Educational websites vary widely in standard, scope and purpose.
IvyRose started as source of useful information for therapists and trainee therapists and has developed into a more general e-learning resource. We are therefore increasingly included in lists of educational websites. This is welcome. We're pleased to support a wider range of users of educational websites than just the original alternative therapists, trainee nurses and physiotherapists and similar.
What do you think makes educational websites most useful ?
IvyRose has its own style and audience and isn't intended to replace a standard biology or chemistry textbook. As we grow and improve we are interested in hearing about which style of educational websites are preferred by students and teachers. For example, which of the following characteristics are generally considered "good" or "bad", "helpful", "confusing" or "interesting" ?
- Educational websites describing a specific course (subject and syllabus), e.g. GCSE PE, AQA B syllabus
- Study websites that include most or all of the information needed but not designed around the specific course
- Educational websites about one subject only, e.g. physics, without including related subjects e.g. other sciences
- Encyclopedia websites such as Wikipedia
- Educational websites that include related current affairs e.g. topics in the news
- Study websites that include interactive diagrams and/or interactive quizzes or Q&As
- Homework help websites e.g. including sample essays about key topics
This article assumes that educational websites in general are a good thing.
However, we've heard arguments that many young people today use the internet so much for leisure and personal interest activities that they would not be disadvantaged by learning all of their formal school or college studies from paper textbooks.
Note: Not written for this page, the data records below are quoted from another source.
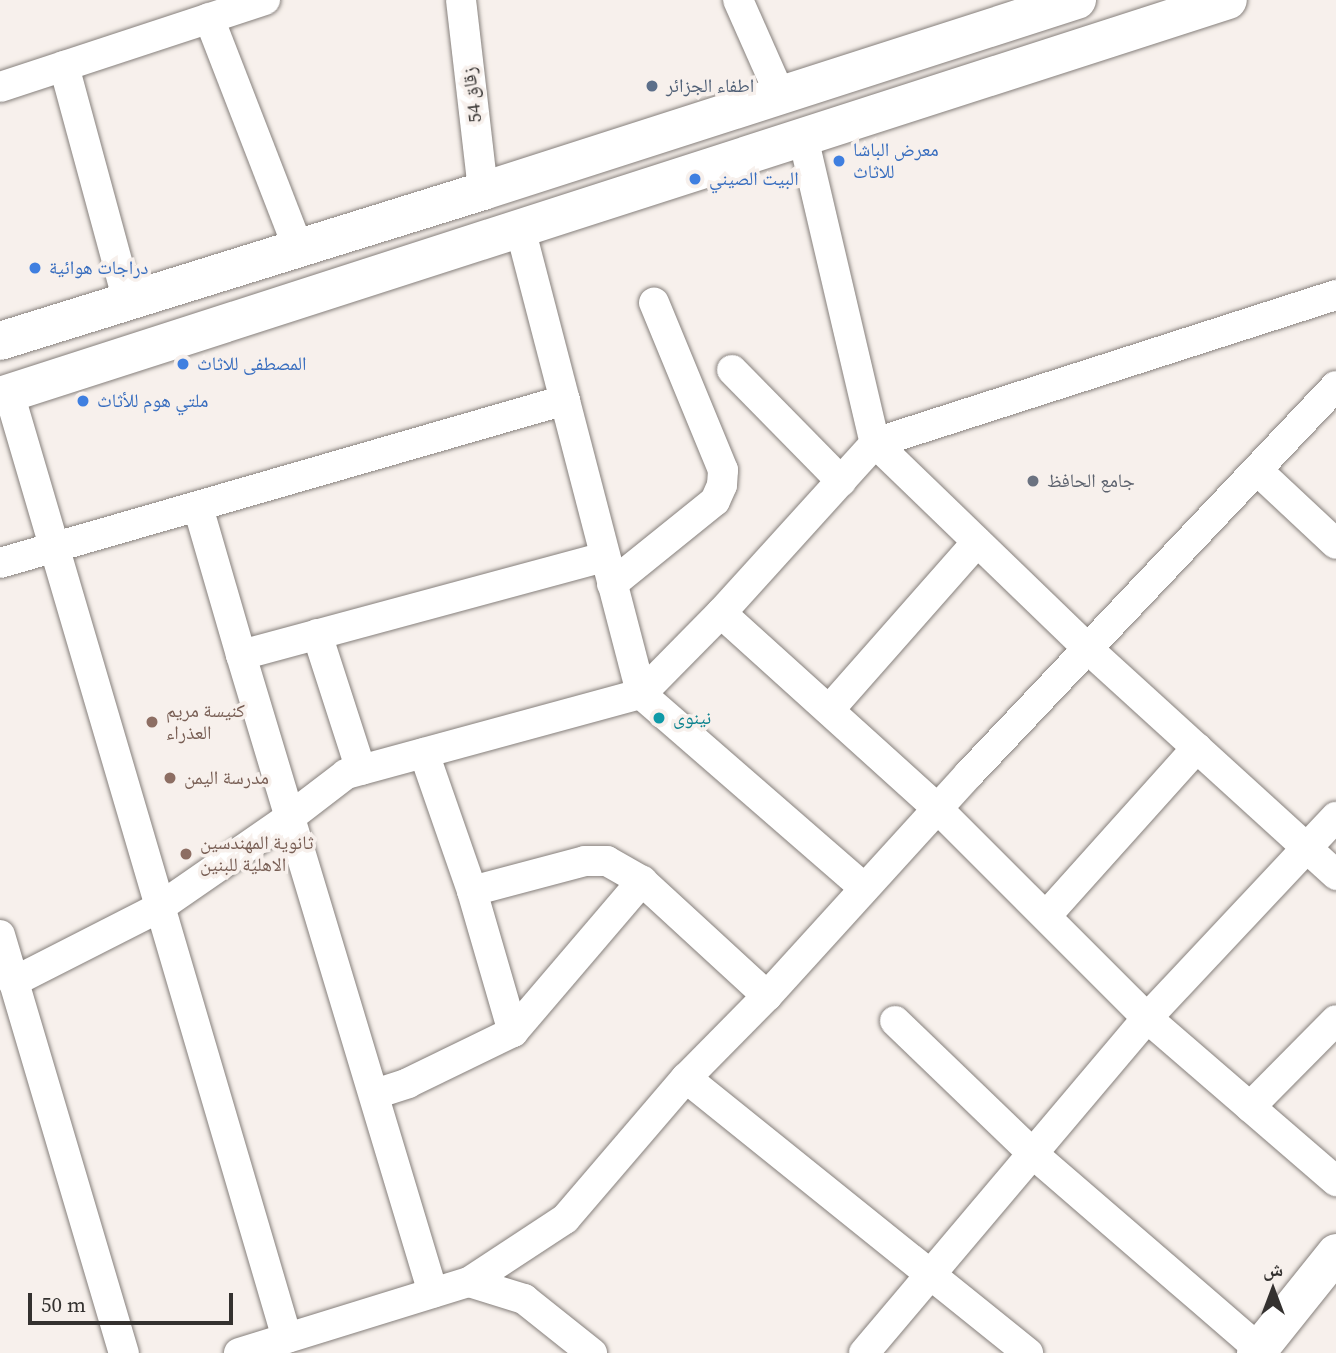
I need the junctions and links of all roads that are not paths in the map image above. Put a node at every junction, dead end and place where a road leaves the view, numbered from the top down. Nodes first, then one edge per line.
1 (265, 0) edge
2 (461, 0) edge
3 (738, 0) edge
4 (1077, 0) edge
5 (1228, 0) edge
6 (209, 18) junction
7 (64, 66) junction
8 (0, 87) edge
9 (780, 95) junction
10 (803, 137) junction
11 (483, 191) junction
12 (520, 228) junction
13 (298, 248) junction
14 (1336, 295) edge
15 (128, 301) junction
16 (654, 303) dead end
17 (0, 341) edge
18 (732, 370) dead end
19 (1336, 386) edge
20 (5, 394) edge
21 (565, 400) junction
22 (875, 443) junction
23 (1257, 470) junction
24 (841, 481) junction
25 (198, 507) junction
26 (977, 542) junction
27 (1336, 544) edge
28 (55, 549) junction
29 (0, 563) edge
30 (608, 570) junction
31 (721, 613) junction
32 (317, 634) junction
33 (1088, 649) junction
34 (241, 655) junction
35 (641, 694) junction
36 (829, 710) junction
37 (1197, 748) junction
38 (424, 753) junction
39 (361, 769) junction
40 (939, 810) junction
41 (290, 817) junction
42 (1336, 817) edge
43 (1307, 848) junction
44 (1336, 875) edge
45 (642, 881) junction
46 (864, 888) junction
47 (472, 891) junction
48 (160, 907) junction
49 (1046, 916) junction
50 (0, 936) edge
51 (767, 996) junction
52 (11, 1000) edge
53 (1147, 1018) junction
54 (1336, 1020) edge
55 (895, 1021) dead end
56 (513, 1032) junction
57 (686, 1078) junction
58 (375, 1094) junction
59 (1250, 1107) junction
60 (1032, 1153) junction
61 (1336, 1181) edge
62 (1336, 1254) edge
63 (929, 1276) junction
64 (469, 1282) junction
65 (433, 1293) junction
66 (287, 1338) junction
67 (1257, 1351) edge
68 (124, 1353) edge
69 (239, 1353) edge
70 (592, 1353) edge
71 (864, 1353) edge
72 (1028, 1353) edge

1 - 6 street
2 - 11 street, زقاق 54
3 - 9 street
4 - 9 main road
5 - 10 main road
6 - 7 street
6 - 13 street
7 - 8 street
7 - 15 street
9 - 11 main road
10 - 12 main road
10 - 22 street
11 - 13 main road
12 - 20 main road
12 - 21 street
13 - 15 main road
14 - 22 street
15 - 17 main road
16 - 30 street
18 - 24 street
19 - 23 street
20 - 28 street
21 - 25 street
21 - 30 street
22 - 24 street
22 - 26 street
23 - 27 street
23 - 33 street
24 - 31 street
25 - 28 street
25 - 34 street
26 - 33 street
26 - 36 street
28 - 29 street
28 - 48 street
30 - 32 street
30 - 35 street
31 - 35 street
31 - 36 street
32 - 34 street
32 - 39 street
33 - 37 street
33 - 40 street
34 - 41 street
35 - 38 street
35 - 46 street
36 - 40 street
37 - 43 street
37 - 49 street
38 - 39 street
38 - 47 street
39 - 41 street
40 - 46 street
40 - 49 street
41 - 48 street
41 - 58 street
42 - 43 street
43 - 44 street
43 - 53 street
45 - 47 street
45 - 51 street
45 - 56 street
46 - 51 street
47 - 56 street
48 - 52 street
48 - 66 street
49 - 53 street
50 - 52 street
51 - 57 street
52 - 68 street
53 - 59 street
53 - 60 street
54 - 59 street
55 - 60 street
56 - 58 street
57 - 63 street
57 - 64 street
58 - 65 street
59 - 61 street
60 - 63 street
60 - 67 street
62 - 67 main road
63 - 71 street
63 - 72 street
64 - 65 street
64 - 70 street
65 - 66 street
66 - 69 street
That was certainly the way most people studied in the past. For example, there were no educational websites in schools the 1970s but computers did become a more familiar sight in schools in the 1970s and 1980s when they were used mainly for teaching computing (computer programming) or sometimes for using specific software or working on specific projects. UK readers may remember the BBC "Domesday" Project in 1986, see http://www.bbc.co.uk/history/domesday. Thinking even further back in time, there are still many older people around today who remember learning to write and doing their school exercises using chalk and slates - before even paper, pencils and pens were widely used in all schools including primary/infant classes.
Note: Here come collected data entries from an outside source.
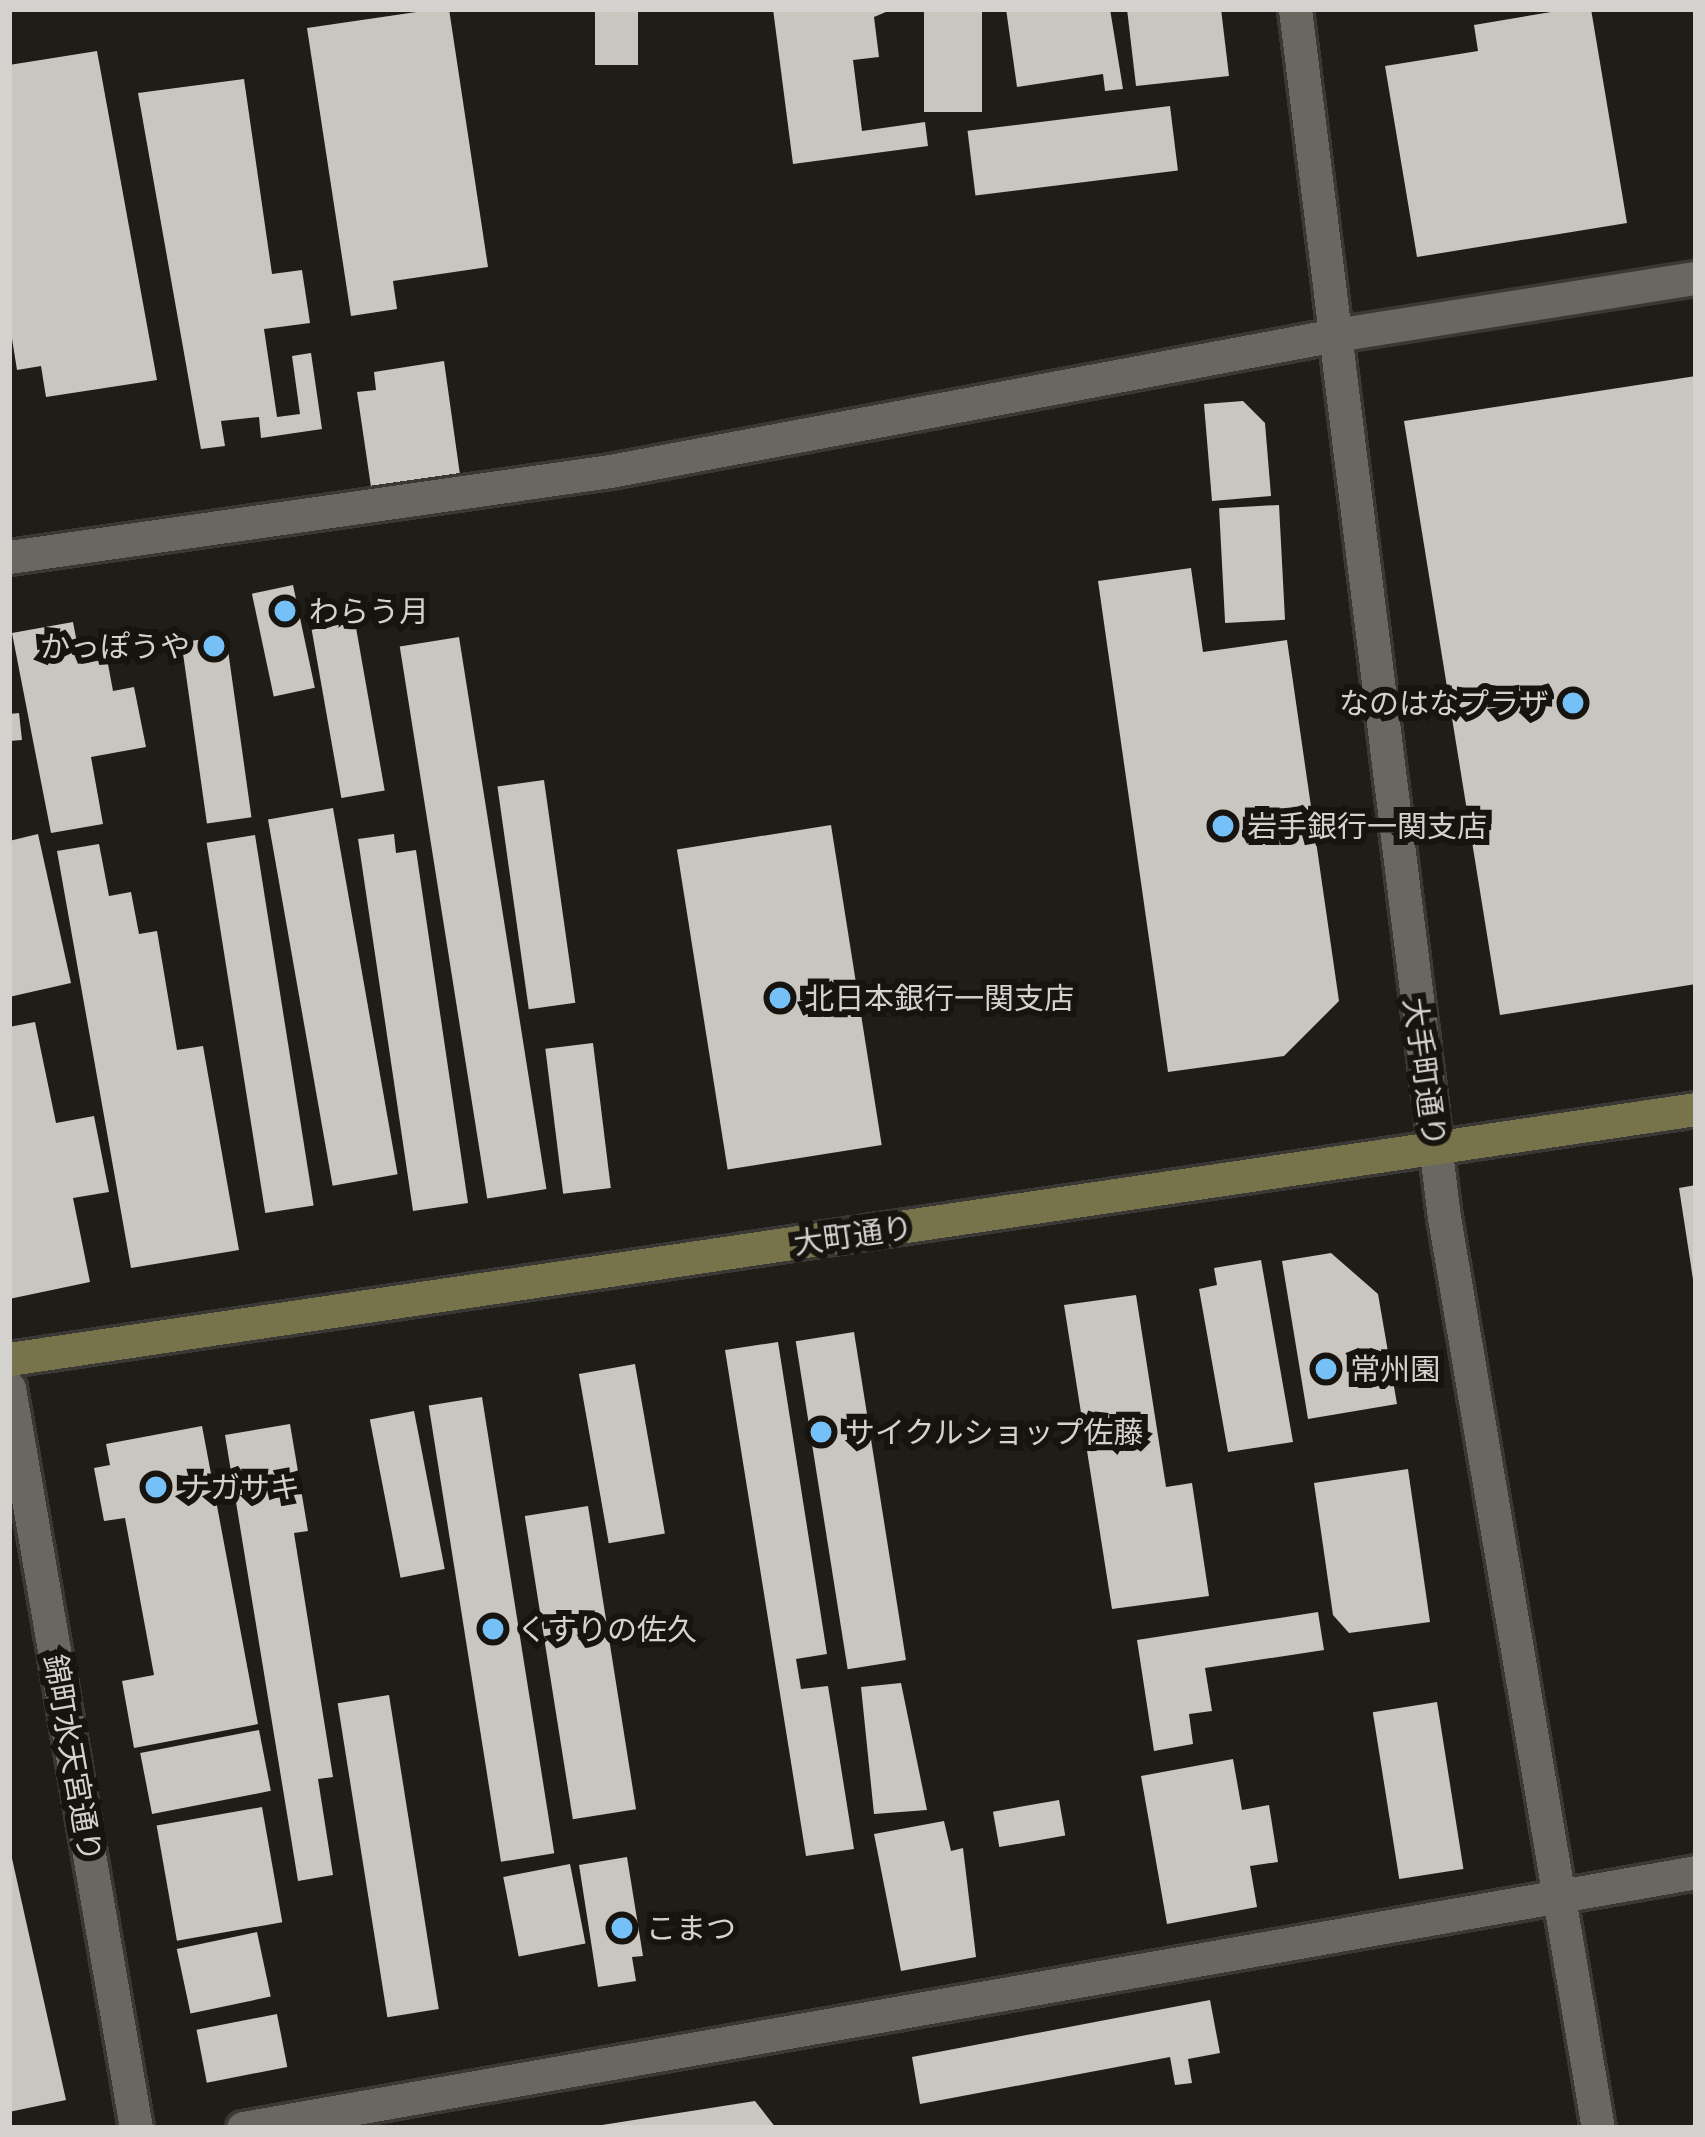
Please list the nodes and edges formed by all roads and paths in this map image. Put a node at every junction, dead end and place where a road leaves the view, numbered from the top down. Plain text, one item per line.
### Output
1 (1295, 9) edge
2 (1696, 278) edge
3 (1335, 335) junction
4 (9, 557) edge
5 (1696, 1109) edge
6 (1435, 1149) junction
7 (9, 1359) edge
8 (9, 1388) edge
9 (1696, 1872) edge
10 (1557, 1894) junction
11 (136, 2128) edge
12 (243, 2128) edge
13 (1598, 2128) edge

1 - 3 street, 大手町通り
2 - 3 street
3 - 4 street
3 - 6 street, 大手町通り
5 - 6 main road, 大町通り
6 - 7 main road, 大町通り
6 - 10 street, 大手町通り
8 - 11 street, 錦町水天宮通り
9 - 10 street
10 - 12 street
10 - 13 street, 大手町通り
There are now many educational websites receiving very many visitors who return regularly to study online. Most people would probably agree that educational websites are both a good thing and here to stay.
Educational websites in the future
When IvyRose was launched in 2003 most students and teachers probably accessed websites from computers in their office, laboratory, school, library or home. An increasing proportion of professionals including salespeople and corporate executives also accessed the internet from laptop computers, in many cases via a cable to a telephone line as opposed to over a wireless internet connection - and yes, some did so via mobile phones. Much has changed since then, especially concerning mobile internet access - not only from laptop computers but also from mobile telephones and, most recently, tablets such as the Apple iPad. Increasing proportions of our visitors are accessing this website from mobile devices such as iPhones, Android phones, iPads, iPods, BlackBerry mobile phones and so on. This may be an early indication of an overall yet perhaps gradual change in use of educational websites. Alternatively, we may be seeing the beginning of two distinctly different types of use educational websites e.g. thorough study - perhaps including use of detailed interactive diagrams - using computers to access educational websites and another use for looking-up facts, figures and simple clear explanations quickly via smaller devices such as mobile telephones. Some students even have access to the internet during some supervised lessons and may use educational websites in school time in different ways depending on the subject and activity.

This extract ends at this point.